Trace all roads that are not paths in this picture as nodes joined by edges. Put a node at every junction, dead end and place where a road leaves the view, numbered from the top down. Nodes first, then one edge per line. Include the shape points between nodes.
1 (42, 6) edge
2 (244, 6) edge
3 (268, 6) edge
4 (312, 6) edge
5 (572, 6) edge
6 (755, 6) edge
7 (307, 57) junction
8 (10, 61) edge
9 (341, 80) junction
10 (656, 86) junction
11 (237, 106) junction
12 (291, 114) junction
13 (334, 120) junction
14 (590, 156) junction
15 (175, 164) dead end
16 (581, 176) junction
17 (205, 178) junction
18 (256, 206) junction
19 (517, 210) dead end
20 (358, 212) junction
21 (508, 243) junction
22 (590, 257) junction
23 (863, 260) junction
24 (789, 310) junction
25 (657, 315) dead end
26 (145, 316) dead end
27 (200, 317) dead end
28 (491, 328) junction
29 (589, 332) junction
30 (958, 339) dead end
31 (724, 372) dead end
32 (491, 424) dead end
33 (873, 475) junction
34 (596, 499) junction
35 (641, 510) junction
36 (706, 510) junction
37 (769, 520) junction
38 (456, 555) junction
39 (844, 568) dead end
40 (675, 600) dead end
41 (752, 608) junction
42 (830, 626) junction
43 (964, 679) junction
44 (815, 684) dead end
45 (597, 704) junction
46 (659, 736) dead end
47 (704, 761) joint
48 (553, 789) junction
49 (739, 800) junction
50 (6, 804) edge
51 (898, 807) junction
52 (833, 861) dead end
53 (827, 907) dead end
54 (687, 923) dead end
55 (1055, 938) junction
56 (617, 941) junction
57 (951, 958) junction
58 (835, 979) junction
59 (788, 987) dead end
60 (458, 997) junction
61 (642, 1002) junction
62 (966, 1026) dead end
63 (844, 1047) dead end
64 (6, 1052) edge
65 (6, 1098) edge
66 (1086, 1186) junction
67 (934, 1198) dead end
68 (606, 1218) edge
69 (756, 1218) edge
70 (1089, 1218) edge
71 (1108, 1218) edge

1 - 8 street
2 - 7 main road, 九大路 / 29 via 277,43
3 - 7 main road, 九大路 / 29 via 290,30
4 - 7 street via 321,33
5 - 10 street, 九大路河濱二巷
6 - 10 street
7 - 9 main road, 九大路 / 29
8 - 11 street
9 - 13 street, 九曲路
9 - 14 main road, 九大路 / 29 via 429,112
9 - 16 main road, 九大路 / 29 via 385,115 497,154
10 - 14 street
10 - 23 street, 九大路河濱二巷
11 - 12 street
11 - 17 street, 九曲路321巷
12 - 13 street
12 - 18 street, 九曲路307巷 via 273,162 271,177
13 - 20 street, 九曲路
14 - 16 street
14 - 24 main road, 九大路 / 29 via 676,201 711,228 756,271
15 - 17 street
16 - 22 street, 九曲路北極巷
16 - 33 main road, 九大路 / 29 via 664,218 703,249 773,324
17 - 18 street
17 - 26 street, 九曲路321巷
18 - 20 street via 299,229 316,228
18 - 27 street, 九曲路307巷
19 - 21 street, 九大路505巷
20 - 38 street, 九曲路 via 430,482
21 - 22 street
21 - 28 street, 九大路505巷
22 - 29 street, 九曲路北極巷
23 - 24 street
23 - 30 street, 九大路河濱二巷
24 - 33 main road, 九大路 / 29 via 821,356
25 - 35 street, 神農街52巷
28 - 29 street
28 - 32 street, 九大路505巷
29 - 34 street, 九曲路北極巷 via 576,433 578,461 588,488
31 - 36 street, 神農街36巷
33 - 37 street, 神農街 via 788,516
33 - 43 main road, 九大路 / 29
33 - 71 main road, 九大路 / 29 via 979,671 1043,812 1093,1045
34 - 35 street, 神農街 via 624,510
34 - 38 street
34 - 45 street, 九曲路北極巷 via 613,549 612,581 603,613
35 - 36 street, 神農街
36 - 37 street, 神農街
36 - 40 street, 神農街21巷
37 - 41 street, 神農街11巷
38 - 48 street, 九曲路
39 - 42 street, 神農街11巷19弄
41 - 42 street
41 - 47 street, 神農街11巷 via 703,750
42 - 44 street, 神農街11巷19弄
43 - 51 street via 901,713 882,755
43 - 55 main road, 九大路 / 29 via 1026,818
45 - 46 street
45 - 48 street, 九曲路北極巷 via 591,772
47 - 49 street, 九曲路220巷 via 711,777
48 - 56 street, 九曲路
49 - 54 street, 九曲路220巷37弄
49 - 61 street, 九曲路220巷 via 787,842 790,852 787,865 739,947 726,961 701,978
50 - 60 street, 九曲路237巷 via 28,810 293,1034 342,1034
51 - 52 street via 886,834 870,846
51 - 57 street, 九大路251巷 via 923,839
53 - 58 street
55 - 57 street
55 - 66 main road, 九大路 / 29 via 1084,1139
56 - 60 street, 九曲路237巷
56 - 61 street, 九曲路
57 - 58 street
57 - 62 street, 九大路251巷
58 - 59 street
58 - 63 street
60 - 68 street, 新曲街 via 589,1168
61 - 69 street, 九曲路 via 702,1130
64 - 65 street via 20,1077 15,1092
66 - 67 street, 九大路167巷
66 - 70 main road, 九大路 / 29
※
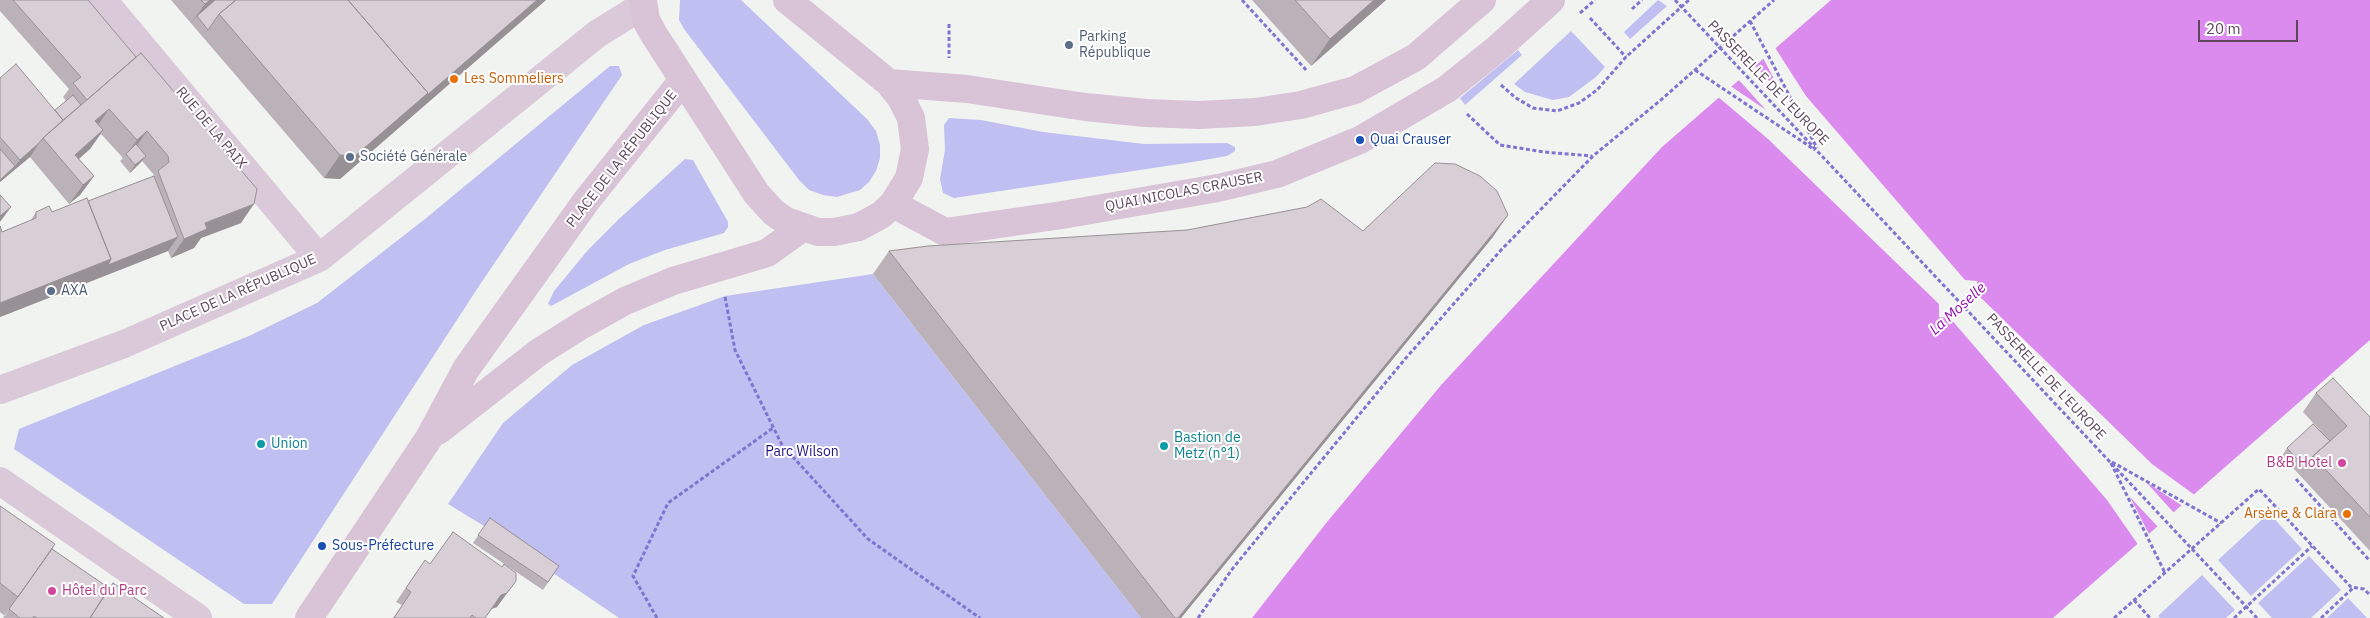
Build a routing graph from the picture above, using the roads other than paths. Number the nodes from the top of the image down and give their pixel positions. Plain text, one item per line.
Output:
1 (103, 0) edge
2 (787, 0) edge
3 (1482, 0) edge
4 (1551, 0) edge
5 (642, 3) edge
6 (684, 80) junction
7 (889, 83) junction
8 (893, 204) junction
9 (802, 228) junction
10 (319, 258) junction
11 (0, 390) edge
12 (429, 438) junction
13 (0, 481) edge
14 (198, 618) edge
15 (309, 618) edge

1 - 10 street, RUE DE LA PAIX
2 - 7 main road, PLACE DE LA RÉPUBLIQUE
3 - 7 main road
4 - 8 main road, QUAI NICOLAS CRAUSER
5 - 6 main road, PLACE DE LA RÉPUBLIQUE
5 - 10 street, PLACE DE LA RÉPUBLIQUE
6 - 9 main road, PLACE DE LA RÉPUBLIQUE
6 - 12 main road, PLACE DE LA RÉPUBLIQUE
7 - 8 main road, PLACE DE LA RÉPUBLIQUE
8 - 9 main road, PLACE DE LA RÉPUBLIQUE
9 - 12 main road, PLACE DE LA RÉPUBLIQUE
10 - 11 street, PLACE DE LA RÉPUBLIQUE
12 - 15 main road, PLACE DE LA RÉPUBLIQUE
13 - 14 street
※
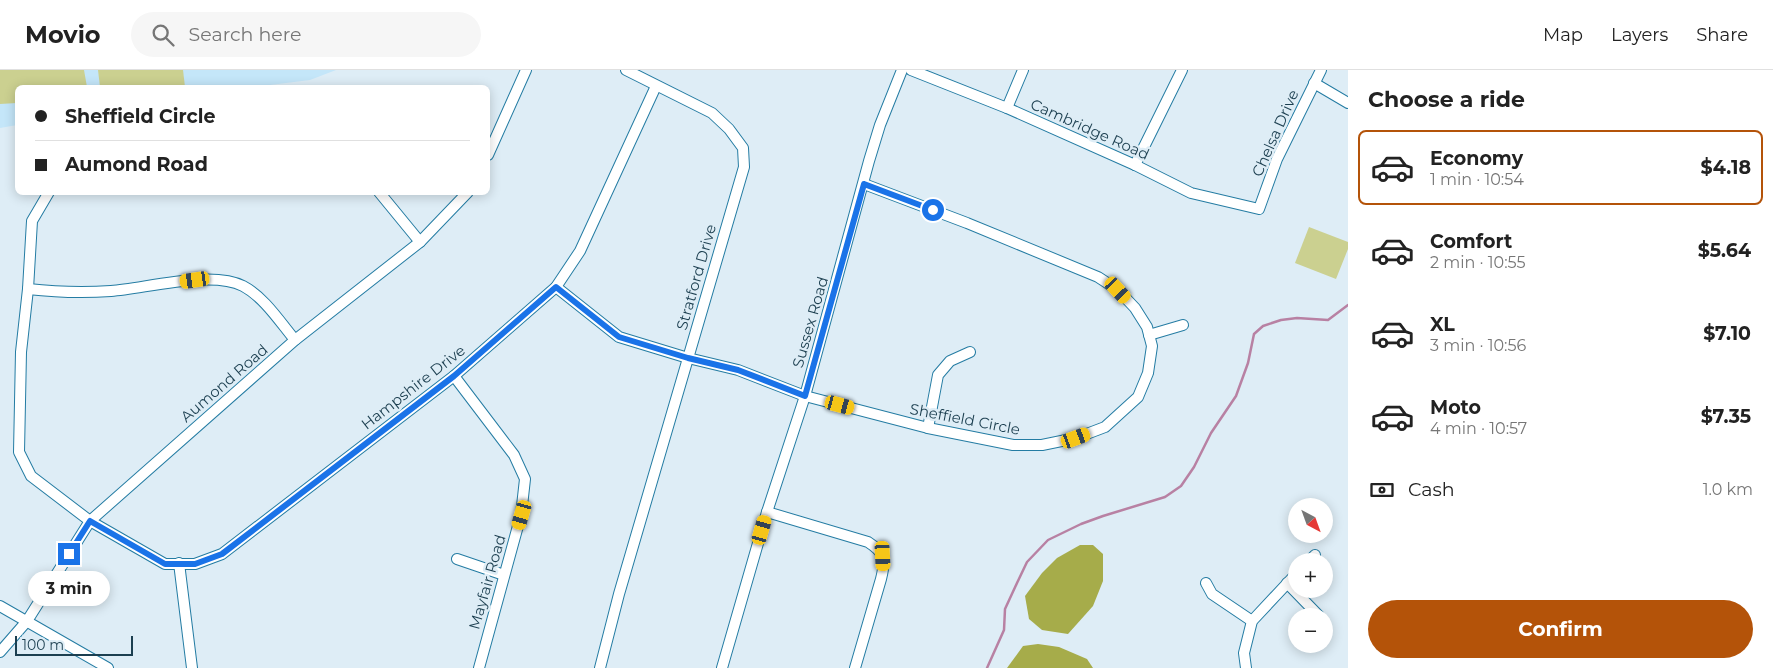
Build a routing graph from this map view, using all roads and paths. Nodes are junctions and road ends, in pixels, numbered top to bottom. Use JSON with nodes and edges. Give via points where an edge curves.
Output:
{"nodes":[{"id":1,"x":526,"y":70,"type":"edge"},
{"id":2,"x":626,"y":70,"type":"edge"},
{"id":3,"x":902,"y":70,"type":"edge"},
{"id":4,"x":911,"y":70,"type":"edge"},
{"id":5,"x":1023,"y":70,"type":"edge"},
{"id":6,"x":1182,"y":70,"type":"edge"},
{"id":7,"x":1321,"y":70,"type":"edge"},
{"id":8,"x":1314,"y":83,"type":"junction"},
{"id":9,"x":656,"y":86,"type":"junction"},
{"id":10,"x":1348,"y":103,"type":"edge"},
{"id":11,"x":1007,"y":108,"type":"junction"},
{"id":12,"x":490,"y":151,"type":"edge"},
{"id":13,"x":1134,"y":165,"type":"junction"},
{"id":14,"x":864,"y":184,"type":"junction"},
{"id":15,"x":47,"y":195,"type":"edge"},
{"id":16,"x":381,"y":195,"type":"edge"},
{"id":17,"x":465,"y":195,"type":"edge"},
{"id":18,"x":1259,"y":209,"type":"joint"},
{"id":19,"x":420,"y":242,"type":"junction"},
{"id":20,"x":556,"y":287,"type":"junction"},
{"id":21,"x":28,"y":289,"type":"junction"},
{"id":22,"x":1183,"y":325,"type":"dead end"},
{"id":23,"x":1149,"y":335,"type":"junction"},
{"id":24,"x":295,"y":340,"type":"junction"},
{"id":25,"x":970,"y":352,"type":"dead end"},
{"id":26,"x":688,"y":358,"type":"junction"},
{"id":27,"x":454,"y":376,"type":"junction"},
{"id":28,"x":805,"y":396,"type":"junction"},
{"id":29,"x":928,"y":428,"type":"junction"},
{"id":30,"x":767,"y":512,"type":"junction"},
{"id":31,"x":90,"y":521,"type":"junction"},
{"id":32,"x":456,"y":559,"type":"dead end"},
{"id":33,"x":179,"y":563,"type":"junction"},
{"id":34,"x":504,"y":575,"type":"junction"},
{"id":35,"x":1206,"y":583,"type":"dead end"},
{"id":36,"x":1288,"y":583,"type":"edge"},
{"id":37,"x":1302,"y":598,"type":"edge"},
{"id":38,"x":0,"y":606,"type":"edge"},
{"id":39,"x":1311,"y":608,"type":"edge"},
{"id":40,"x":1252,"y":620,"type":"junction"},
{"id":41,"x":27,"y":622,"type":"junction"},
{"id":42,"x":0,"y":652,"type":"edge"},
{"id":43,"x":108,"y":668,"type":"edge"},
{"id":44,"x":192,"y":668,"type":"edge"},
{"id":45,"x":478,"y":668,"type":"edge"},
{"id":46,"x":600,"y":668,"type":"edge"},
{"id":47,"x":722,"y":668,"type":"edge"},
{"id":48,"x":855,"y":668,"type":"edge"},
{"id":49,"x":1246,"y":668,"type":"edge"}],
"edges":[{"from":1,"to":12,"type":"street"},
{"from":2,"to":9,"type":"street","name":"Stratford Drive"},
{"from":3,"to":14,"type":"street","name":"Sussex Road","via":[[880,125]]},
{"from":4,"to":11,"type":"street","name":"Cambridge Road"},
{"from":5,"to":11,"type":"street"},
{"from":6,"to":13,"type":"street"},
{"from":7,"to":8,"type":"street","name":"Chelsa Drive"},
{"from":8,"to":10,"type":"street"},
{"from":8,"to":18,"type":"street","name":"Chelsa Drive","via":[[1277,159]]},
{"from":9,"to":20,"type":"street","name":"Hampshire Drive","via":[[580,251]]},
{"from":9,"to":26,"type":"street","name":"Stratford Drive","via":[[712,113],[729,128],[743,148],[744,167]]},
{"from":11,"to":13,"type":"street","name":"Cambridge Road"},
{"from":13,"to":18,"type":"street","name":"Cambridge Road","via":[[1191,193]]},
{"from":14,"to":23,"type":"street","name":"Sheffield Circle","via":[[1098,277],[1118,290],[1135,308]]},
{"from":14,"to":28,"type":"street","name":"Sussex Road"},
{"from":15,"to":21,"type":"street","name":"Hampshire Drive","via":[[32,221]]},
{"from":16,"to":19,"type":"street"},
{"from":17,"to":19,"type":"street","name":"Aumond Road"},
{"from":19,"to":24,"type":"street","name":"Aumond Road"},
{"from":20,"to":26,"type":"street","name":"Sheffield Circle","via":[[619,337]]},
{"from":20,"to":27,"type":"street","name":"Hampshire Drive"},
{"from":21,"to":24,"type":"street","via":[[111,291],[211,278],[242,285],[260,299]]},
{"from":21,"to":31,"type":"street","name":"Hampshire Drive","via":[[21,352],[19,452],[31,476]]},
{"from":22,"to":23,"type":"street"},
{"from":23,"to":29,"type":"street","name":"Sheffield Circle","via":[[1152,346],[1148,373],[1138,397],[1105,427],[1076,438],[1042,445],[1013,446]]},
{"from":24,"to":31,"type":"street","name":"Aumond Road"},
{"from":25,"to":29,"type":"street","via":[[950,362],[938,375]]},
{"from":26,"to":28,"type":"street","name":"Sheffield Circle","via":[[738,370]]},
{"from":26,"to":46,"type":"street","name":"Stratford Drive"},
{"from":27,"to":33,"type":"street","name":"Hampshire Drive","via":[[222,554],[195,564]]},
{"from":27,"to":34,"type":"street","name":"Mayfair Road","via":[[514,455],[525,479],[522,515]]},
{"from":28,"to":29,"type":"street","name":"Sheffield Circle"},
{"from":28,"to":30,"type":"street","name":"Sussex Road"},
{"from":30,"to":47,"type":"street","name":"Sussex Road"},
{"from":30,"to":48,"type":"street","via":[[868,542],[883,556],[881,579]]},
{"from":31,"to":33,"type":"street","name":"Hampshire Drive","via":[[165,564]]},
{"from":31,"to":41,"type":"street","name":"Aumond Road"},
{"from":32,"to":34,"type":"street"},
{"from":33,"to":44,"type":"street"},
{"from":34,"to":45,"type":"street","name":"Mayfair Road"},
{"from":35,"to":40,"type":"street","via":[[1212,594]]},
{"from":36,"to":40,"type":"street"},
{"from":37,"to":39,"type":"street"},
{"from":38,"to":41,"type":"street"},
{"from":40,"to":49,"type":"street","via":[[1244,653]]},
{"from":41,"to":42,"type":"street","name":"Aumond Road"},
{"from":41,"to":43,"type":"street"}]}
※
* **YOUR OBJECTIVE**
Where does "routing" appear in the listing? Show every line that has it.

* **RESULT OF THIS EXERCISE**
Build a routing graph from the picture above, using the roads other than paths. Number the nodes from the top of the image down and give their pixel positions. Plain text, one item per line.
Build a routing graph from this map view, using all roads and paths. Nodes are junctions and road ends, in pixels, numbered top to bottom. Use JSON with nodes and edges. Give via points where an edge curves.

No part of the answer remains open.